Guest post written by Clive A. Baldwin
In 2011, Jancis Robinson referred to Croatia as the “land of opportunity” and the WineWeaver team have asked me to write about some of the personalities and the wine produced from some of the lesser known Croatian Vineyards. Croatia shares a boarder with Italy and is a country I have been visiting for over 20 years. I have come to enjoy and love Croatia and share some of my travels in my own website essentiallycroatia.com. I operate on an independent basis without fee or sponsorship and have received acknowledgement from The Croatian Tourist Office as I aim to be as fair as possible in my writings.

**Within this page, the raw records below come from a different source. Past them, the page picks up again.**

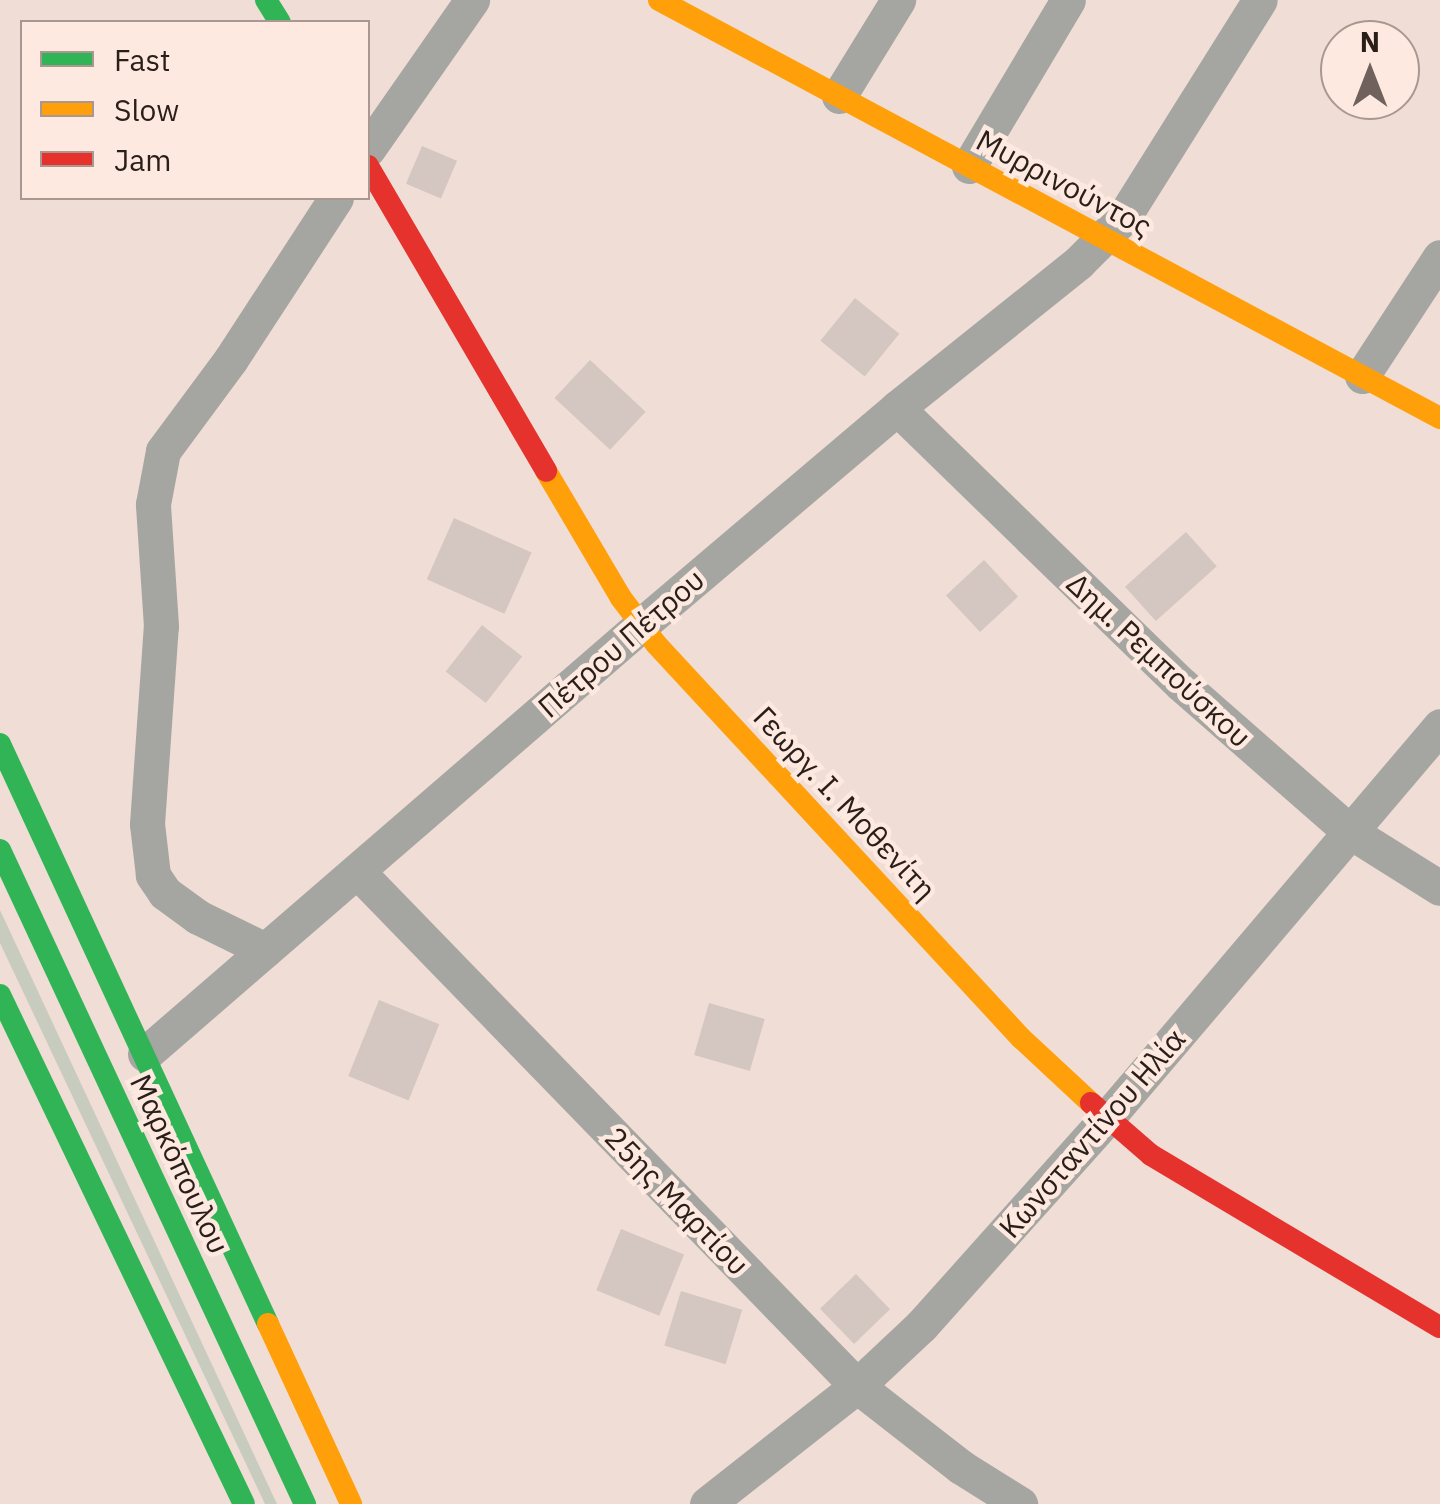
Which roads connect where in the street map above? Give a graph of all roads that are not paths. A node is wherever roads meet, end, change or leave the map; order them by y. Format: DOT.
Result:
graph roads {
  1 [pos="472,0"];
  2 [pos="659,0"];
  3 [pos="898,0"];
  4 [pos="1068,0"];
  5 [pos="1260,0"];
  6 [pos="839,96"];
  7 [pos="370,146"];
  8 [pos="969,166"];
  9 [pos="370,169"];
  10 [pos="335,200"];
  11 [pos="1102,238"];
  12 [pos="1440,257"];
  13 [pos="1362,376"];
  14 [pos="896,408"];
  15 [pos="1440,418"];
  16 [pos="640,626"];
  17 [pos="1440,726"];
  18 [pos="0,744"];
  19 [pos="1349,831"];
  20 [pos="0,850"];
  21 [pos="356,871"];
  22 [pos="1440,888"];
  23 [pos="265,950"];
  24 [pos="0,995"];
  25 [pos="146,1054"];
  26 [pos="1107,1118"];
  27 [pos="1440,1327"];
  28 [pos="857,1386"];
  29 [pos="244,1504"];
  30 [pos="304,1504"];
  31 [pos="351,1504"];
  32 [pos="707,1504"];
  33 [pos="1020,1504"];
  1 -- 7 [label="street"];
  2 -- 6 [label="main road, Μυρρινούντος"];
  3 -- 6 [label="street"];
  4 -- 8 [label="street"];
  5 -- 11 [label="street, Πέτρου Πέτρου"];
  6 -- 8 [label="main road, Μυρρινούντος"];
  8 -- 11 [label="main road, Μυρρινούντος"];
  9 -- 16 [label="main road, Γεωργ. Ι. Μοθενίτη"];
  10 -- 23 [label="street"];
  11 -- 13 [label="main road, Μυρρινούντος"];
  11 -- 14 [label="street, Πέτρου Πέτρου"];
  12 -- 13 [label="street"];
  13 -- 15 [label="main road, Μυρρινούντος"];
  14 -- 16 [label="street, Πέτρου Πέτρου"];
  14 -- 19 [label="street, Δημ. Ρεμπούσκου"];
  16 -- 21 [label="street, Πέτρου Πέτρου"];
  16 -- 26 [label="main road, Γεωργ. Ι. Μοθενίτη"];
  17 -- 19 [label="street, Κωνσταντίνου Ηλία"];
  18 -- 25 [label="main road"];
  19 -- 22 [label="street, Δημ. Ρεμπούσκου"];
  19 -- 26 [label="street, Κωνσταντίνου Ηλία"];
  20 -- 30 [label="main road, Μαρκόπουλου"];
  21 -- 23 [label="street, Πέτρου Πέτρου"];
  21 -- 28 [label="street, 25ης Μαρτίου"];
  23 -- 25 [label="street, Πέτρου Πέτρου"];
  24 -- 29 [label="main road"];
  25 -- 31 [label="main road"];
  26 -- 27 [label="main road, Γεωργ. Ι. Μοθενίτη"];
  26 -- 28 [label="street, Κωνσταντίνου Ηλία"];
  28 -- 32 [label="street, Κωνσταντίνου Ηλία"];
  28 -- 33 [label="street, 25ης Μαρτίου"];
}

I first met wine-maker Franko Radovan OPG and his wife Danijela in 1998 and over that time he has been busily building his reputation as an ever increasing fine wine-maker. The Radovan family’s Croatian vineyard is located in Istria and close to the village of Radovani (see map inset).
It is not unlikely that the family has been producing wine for some hundreds of years, albeit mostly for private consumption but remember from little vineyards, great bottles may arise and Franko is certainly dedicated to this ideal.
Franko has developed from a “One Man- owner, worker and wine producer” to a medal winning wine-maker. In 2010, when he was unable to venture to London to see his wines on display at the Wine Trade Exhibition, he asked if I could take time off from my day job, in the National Health Service (NHS), to attend and report back on the quality of the wine display. Who could refuse such an offer and opportunity to visit a professional London based wine trade exhibition?
Not one to stand still, Franko has been busy increasing the acreage of his Croatian vineyard and has set himself a three year production target of 50,000 bottles (average), up from the current 35,000. The vines are natural and the grapes grown without herbicides, pesticides or fungicides. The wine making process is a combination of the old (oak) and the new (stainless steel). In order to ensure each bunch produces a high quality wine juice, considered so essential by the wine-maker Franko Radovan, the grapes are reduced throughout the season.
The best known Radovan wine is a dry white wine, Radovan Malvazija Istarska 2010, produced from the Malvazia/malvazija grape. Over the years Franko has won a number of medals for the Radovan Malvazia and he is also reputed to have made some exceptional Cabernet Sauvignon wine in 2004 and 2007. I have heard, from a very reliable source, that the Radovan Croatian Cabernet Sauvignon has the potential to reach the esteemed wine lists of 2 Michelin Star restaurants- a fine endorsement indeed. At present production is low and it is hard to source Radovan wine outside of Croatia so maybe we have something to look forward to (Franko take this as a heavy hint), buying a bottle of Radovan wine in the UK or even the USA. Now that would be a treat to indulge the senses.